**Task directions:**
Reproduce all of the entries character for character, while leaving out any pictures they contain.

**Listed records:**
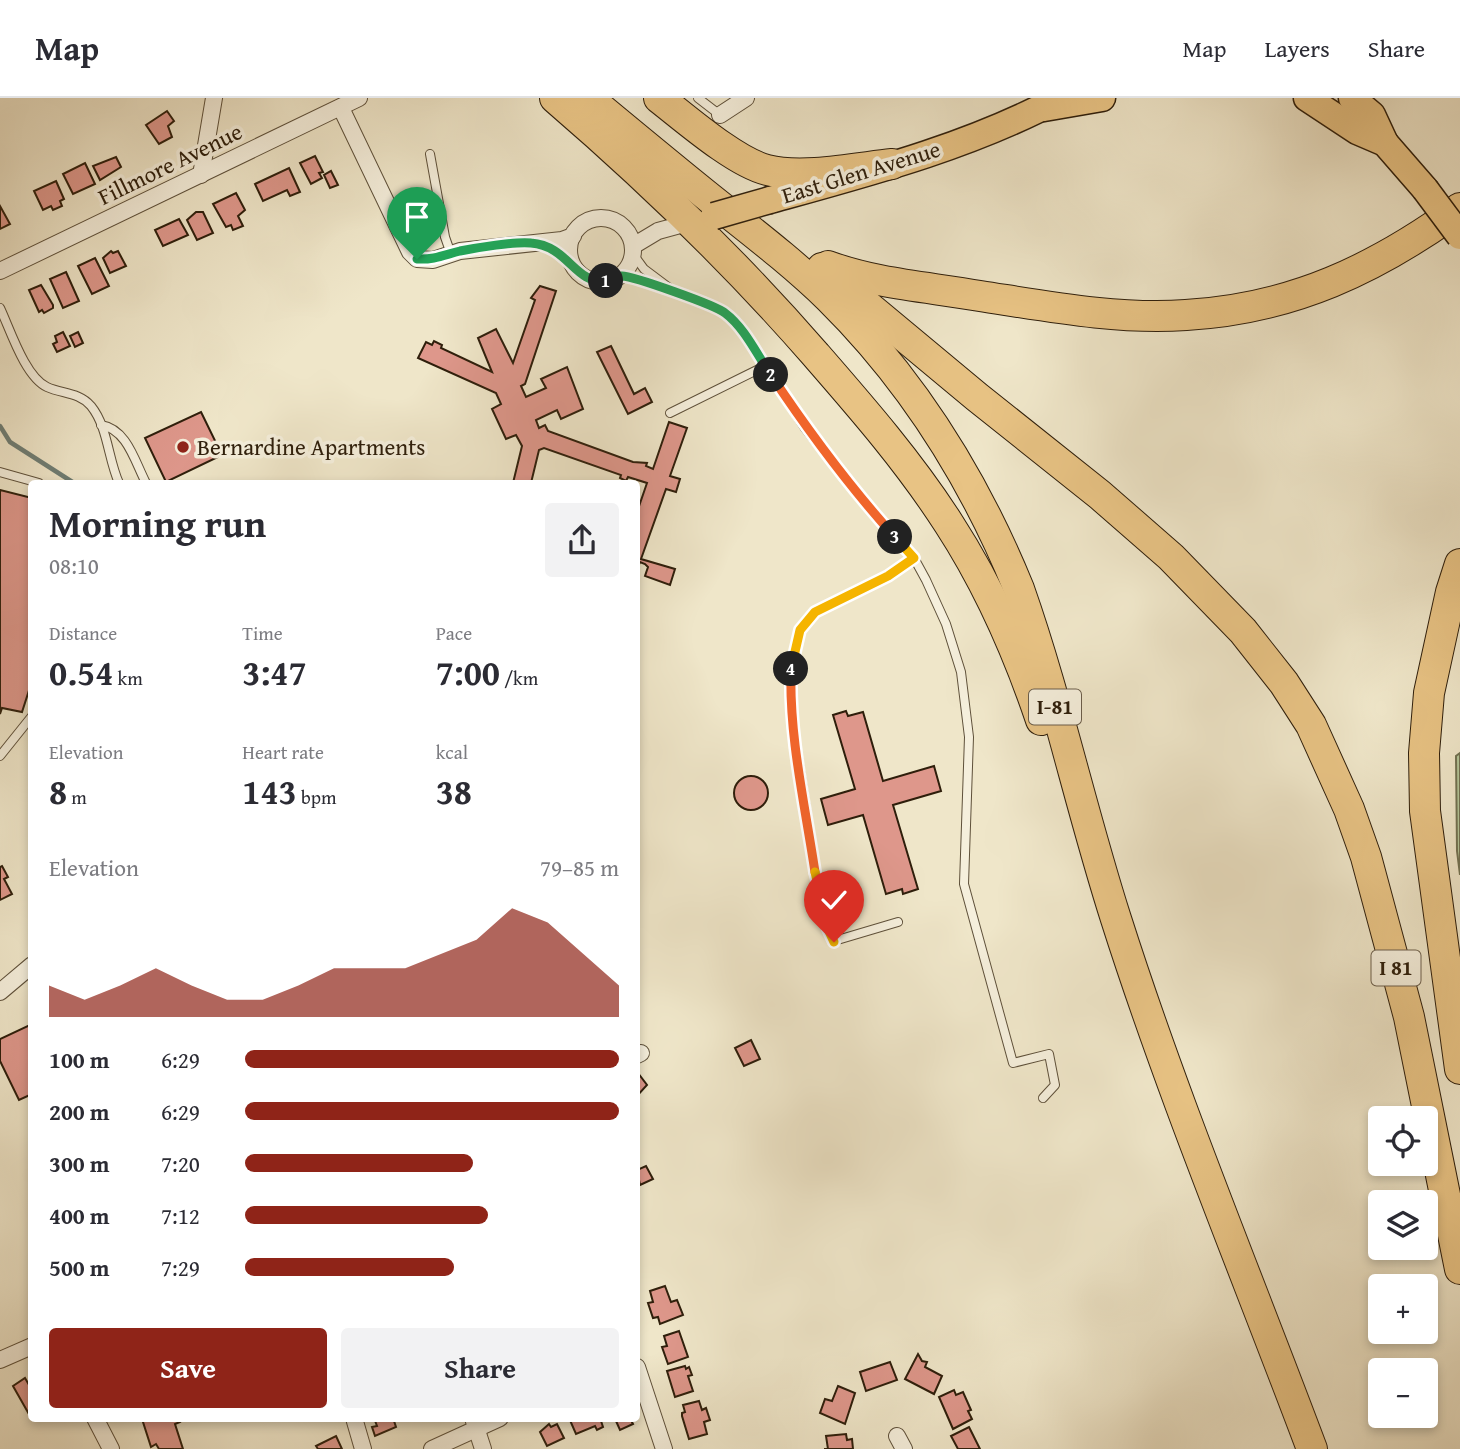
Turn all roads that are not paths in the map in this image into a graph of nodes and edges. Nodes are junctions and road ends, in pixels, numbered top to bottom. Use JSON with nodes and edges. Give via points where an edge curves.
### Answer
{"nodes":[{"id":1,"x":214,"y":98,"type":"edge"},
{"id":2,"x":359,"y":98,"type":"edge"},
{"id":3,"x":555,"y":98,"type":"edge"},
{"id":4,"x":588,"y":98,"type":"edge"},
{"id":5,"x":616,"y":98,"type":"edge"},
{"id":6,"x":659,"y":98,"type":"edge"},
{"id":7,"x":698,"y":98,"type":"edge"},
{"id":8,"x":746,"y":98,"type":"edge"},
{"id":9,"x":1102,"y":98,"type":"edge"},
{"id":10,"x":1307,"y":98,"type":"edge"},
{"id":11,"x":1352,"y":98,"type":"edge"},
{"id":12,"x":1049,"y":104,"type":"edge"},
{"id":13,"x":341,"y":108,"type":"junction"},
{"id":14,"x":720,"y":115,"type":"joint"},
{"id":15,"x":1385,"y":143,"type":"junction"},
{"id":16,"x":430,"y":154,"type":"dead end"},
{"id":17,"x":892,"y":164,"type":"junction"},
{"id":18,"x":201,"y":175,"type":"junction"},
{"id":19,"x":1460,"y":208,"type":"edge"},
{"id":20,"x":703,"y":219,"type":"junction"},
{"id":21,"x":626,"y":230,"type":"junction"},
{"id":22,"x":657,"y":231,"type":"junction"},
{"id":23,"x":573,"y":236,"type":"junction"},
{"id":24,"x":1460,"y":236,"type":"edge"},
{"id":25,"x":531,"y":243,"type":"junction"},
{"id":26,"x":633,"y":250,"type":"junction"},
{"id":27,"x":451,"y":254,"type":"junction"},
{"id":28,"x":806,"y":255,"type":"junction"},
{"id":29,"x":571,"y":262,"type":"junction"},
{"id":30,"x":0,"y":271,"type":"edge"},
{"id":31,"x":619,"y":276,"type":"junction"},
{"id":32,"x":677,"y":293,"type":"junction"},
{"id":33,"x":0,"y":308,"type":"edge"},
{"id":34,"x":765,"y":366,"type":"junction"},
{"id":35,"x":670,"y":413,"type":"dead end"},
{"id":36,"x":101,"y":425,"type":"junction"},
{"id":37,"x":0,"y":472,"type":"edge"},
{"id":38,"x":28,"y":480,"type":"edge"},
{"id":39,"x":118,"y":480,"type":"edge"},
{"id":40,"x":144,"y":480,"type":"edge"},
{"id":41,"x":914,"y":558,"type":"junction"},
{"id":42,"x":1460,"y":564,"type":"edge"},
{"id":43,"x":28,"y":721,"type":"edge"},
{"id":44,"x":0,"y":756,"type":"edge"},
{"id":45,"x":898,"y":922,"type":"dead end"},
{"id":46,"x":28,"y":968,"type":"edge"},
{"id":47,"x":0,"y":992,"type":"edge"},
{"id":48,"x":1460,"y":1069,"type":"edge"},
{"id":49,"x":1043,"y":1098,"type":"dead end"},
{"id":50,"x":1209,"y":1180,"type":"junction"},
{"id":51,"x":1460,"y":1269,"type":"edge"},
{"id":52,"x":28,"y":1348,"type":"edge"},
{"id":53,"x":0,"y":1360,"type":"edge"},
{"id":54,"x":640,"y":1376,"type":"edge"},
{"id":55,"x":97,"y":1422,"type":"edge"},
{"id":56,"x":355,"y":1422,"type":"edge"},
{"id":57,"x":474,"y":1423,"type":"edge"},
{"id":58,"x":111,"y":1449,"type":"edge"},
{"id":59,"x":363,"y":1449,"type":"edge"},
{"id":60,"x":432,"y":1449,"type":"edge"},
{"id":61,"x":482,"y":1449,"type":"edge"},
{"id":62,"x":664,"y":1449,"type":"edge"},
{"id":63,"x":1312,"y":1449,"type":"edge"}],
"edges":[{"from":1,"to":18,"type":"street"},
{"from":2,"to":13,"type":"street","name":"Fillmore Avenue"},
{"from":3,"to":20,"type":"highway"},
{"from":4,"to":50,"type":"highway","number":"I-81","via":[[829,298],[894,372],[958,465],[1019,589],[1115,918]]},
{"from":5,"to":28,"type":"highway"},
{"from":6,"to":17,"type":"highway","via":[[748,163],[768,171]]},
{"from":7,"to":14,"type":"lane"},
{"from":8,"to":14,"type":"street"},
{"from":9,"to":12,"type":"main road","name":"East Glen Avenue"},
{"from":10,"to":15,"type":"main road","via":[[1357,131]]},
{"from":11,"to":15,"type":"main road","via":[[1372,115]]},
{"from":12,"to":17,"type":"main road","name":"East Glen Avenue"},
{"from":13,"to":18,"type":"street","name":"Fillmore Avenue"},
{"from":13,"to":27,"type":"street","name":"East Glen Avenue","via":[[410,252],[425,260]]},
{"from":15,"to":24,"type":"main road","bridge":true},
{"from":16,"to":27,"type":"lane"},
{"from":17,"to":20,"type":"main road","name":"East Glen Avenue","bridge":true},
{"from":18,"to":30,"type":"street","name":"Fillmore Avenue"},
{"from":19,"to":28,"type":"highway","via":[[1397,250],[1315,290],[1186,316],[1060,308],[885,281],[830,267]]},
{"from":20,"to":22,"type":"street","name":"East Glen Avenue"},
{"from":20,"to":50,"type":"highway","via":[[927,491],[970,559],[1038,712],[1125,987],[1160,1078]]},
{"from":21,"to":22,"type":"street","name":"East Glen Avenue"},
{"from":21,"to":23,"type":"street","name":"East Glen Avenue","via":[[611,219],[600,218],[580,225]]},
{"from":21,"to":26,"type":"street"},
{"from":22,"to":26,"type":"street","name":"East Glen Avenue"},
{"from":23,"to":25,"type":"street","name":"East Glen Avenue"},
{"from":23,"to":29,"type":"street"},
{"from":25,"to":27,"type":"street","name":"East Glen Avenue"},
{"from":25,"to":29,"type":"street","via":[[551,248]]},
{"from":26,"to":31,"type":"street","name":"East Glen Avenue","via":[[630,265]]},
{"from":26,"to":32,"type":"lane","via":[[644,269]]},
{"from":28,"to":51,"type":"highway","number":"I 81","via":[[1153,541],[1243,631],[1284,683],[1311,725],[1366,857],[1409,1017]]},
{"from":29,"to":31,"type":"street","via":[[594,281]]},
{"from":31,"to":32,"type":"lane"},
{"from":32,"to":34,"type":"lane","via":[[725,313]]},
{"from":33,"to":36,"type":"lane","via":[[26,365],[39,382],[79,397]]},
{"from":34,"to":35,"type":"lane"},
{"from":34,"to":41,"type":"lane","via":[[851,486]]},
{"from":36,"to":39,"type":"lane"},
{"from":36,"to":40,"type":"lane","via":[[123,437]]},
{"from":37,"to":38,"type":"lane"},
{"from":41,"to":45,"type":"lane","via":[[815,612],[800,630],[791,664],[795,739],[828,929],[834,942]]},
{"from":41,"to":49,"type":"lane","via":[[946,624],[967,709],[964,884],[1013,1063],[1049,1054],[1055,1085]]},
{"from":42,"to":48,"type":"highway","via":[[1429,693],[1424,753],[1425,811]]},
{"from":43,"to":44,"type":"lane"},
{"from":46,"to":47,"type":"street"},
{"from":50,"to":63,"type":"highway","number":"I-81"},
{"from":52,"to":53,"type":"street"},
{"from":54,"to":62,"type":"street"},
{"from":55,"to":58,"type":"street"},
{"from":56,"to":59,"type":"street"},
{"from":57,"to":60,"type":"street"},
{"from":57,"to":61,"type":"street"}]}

**Worked solution:**
Turn all roads that are not paths in the map in this image into a graph of nodes and edges. Nodes are junctions and road ends, in pixels, numbered top to bottom. Use JSON with nodes and edges. Give via points where an edge curves.
### Answer
{"nodes":[{"id":1,"x":214,"y":98,"type":"edge"},
{"id":2,"x":359,"y":98,"type":"edge"},
{"id":3,"x":555,"y":98,"type":"edge"},
{"id":4,"x":588,"y":98,"type":"edge"},
{"id":5,"x":616,"y":98,"type":"edge"},
{"id":6,"x":659,"y":98,"type":"edge"},
{"id":7,"x":698,"y":98,"type":"edge"},
{"id":8,"x":746,"y":98,"type":"edge"},
{"id":9,"x":1102,"y":98,"type":"edge"},
{"id":10,"x":1307,"y":98,"type":"edge"},
{"id":11,"x":1352,"y":98,"type":"edge"},
{"id":12,"x":1049,"y":104,"type":"edge"},
{"id":13,"x":341,"y":108,"type":"junction"},
{"id":14,"x":720,"y":115,"type":"joint"},
{"id":15,"x":1385,"y":143,"type":"junction"},
{"id":16,"x":430,"y":154,"type":"dead end"},
{"id":17,"x":892,"y":164,"type":"junction"},
{"id":18,"x":201,"y":175,"type":"junction"},
{"id":19,"x":1460,"y":208,"type":"edge"},
{"id":20,"x":703,"y":219,"type":"junction"},
{"id":21,"x":626,"y":230,"type":"junction"},
{"id":22,"x":657,"y":231,"type":"junction"},
{"id":23,"x":573,"y":236,"type":"junction"},
{"id":24,"x":1460,"y":236,"type":"edge"},
{"id":25,"x":531,"y":243,"type":"junction"},
{"id":26,"x":633,"y":250,"type":"junction"},
{"id":27,"x":451,"y":254,"type":"junction"},
{"id":28,"x":806,"y":255,"type":"junction"},
{"id":29,"x":571,"y":262,"type":"junction"},
{"id":30,"x":0,"y":271,"type":"edge"},
{"id":31,"x":619,"y":276,"type":"junction"},
{"id":32,"x":677,"y":293,"type":"junction"},
{"id":33,"x":0,"y":308,"type":"edge"},
{"id":34,"x":765,"y":366,"type":"junction"},
{"id":35,"x":670,"y":413,"type":"dead end"},
{"id":36,"x":101,"y":425,"type":"junction"},
{"id":37,"x":0,"y":472,"type":"edge"},
{"id":38,"x":28,"y":480,"type":"edge"},
{"id":39,"x":118,"y":480,"type":"edge"},
{"id":40,"x":144,"y":480,"type":"edge"},
{"id":41,"x":914,"y":558,"type":"junction"},
{"id":42,"x":1460,"y":564,"type":"edge"},
{"id":43,"x":28,"y":721,"type":"edge"},
{"id":44,"x":0,"y":756,"type":"edge"},
{"id":45,"x":898,"y":922,"type":"dead end"},
{"id":46,"x":28,"y":968,"type":"edge"},
{"id":47,"x":0,"y":992,"type":"edge"},
{"id":48,"x":1460,"y":1069,"type":"edge"},
{"id":49,"x":1043,"y":1098,"type":"dead end"},
{"id":50,"x":1209,"y":1180,"type":"junction"},
{"id":51,"x":1460,"y":1269,"type":"edge"},
{"id":52,"x":28,"y":1348,"type":"edge"},
{"id":53,"x":0,"y":1360,"type":"edge"},
{"id":54,"x":640,"y":1376,"type":"edge"},
{"id":55,"x":97,"y":1422,"type":"edge"},
{"id":56,"x":355,"y":1422,"type":"edge"},
{"id":57,"x":474,"y":1423,"type":"edge"},
{"id":58,"x":111,"y":1449,"type":"edge"},
{"id":59,"x":363,"y":1449,"type":"edge"},
{"id":60,"x":432,"y":1449,"type":"edge"},
{"id":61,"x":482,"y":1449,"type":"edge"},
{"id":62,"x":664,"y":1449,"type":"edge"},
{"id":63,"x":1312,"y":1449,"type":"edge"}],
"edges":[{"from":1,"to":18,"type":"street"},
{"from":2,"to":13,"type":"street","name":"Fillmore Avenue"},
{"from":3,"to":20,"type":"highway"},
{"from":4,"to":50,"type":"highway","number":"I-81","via":[[829,298],[894,372],[958,465],[1019,589],[1115,918]]},
{"from":5,"to":28,"type":"highway"},
{"from":6,"to":17,"type":"highway","via":[[748,163],[768,171]]},
{"from":7,"to":14,"type":"lane"},
{"from":8,"to":14,"type":"street"},
{"from":9,"to":12,"type":"main road","name":"East Glen Avenue"},
{"from":10,"to":15,"type":"main road","via":[[1357,131]]},
{"from":11,"to":15,"type":"main road","via":[[1372,115]]},
{"from":12,"to":17,"type":"main road","name":"East Glen Avenue"},
{"from":13,"to":18,"type":"street","name":"Fillmore Avenue"},
{"from":13,"to":27,"type":"street","name":"East Glen Avenue","via":[[410,252],[425,260]]},
{"from":15,"to":24,"type":"main road","bridge":true},
{"from":16,"to":27,"type":"lane"},
{"from":17,"to":20,"type":"main road","name":"East Glen Avenue","bridge":true},
{"from":18,"to":30,"type":"street","name":"Fillmore Avenue"},
{"from":19,"to":28,"type":"highway","via":[[1397,250],[1315,290],[1186,316],[1060,308],[885,281],[830,267]]},
{"from":20,"to":22,"type":"street","name":"East Glen Avenue"},
{"from":20,"to":50,"type":"highway","via":[[927,491],[970,559],[1038,712],[1125,987],[1160,1078]]},
{"from":21,"to":22,"type":"street","name":"East Glen Avenue"},
{"from":21,"to":23,"type":"street","name":"East Glen Avenue","via":[[611,219],[600,218],[580,225]]},
{"from":21,"to":26,"type":"street"},
{"from":22,"to":26,"type":"street","name":"East Glen Avenue"},
{"from":23,"to":25,"type":"street","name":"East Glen Avenue"},
{"from":23,"to":29,"type":"street"},
{"from":25,"to":27,"type":"street","name":"East Glen Avenue"},
{"from":25,"to":29,"type":"street","via":[[551,248]]},
{"from":26,"to":31,"type":"street","name":"East Glen Avenue","via":[[630,265]]},
{"from":26,"to":32,"type":"lane","via":[[644,269]]},
{"from":28,"to":51,"type":"highway","number":"I 81","via":[[1153,541],[1243,631],[1284,683],[1311,725],[1366,857],[1409,1017]]},
{"from":29,"to":31,"type":"street","via":[[594,281]]},
{"from":31,"to":32,"type":"lane"},
{"from":32,"to":34,"type":"lane","via":[[725,313]]},
{"from":33,"to":36,"type":"lane","via":[[26,365],[39,382],[79,397]]},
{"from":34,"to":35,"type":"lane"},
{"from":34,"to":41,"type":"lane","via":[[851,486]]},
{"from":36,"to":39,"type":"lane"},
{"from":36,"to":40,"type":"lane","via":[[123,437]]},
{"from":37,"to":38,"type":"lane"},
{"from":41,"to":45,"type":"lane","via":[[815,612],[800,630],[791,664],[795,739],[828,929],[834,942]]},
{"from":41,"to":49,"type":"lane","via":[[946,624],[967,709],[964,884],[1013,1063],[1049,1054],[1055,1085]]},
{"from":42,"to":48,"type":"highway","via":[[1429,693],[1424,753],[1425,811]]},
{"from":43,"to":44,"type":"lane"},
{"from":46,"to":47,"type":"street"},
{"from":50,"to":63,"type":"highway","number":"I-81"},
{"from":52,"to":53,"type":"street"},
{"from":54,"to":62,"type":"street"},
{"from":55,"to":58,"type":"street"},
{"from":56,"to":59,"type":"street"},
{"from":57,"to":60,"type":"street"},
{"from":57,"to":61,"type":"street"}]}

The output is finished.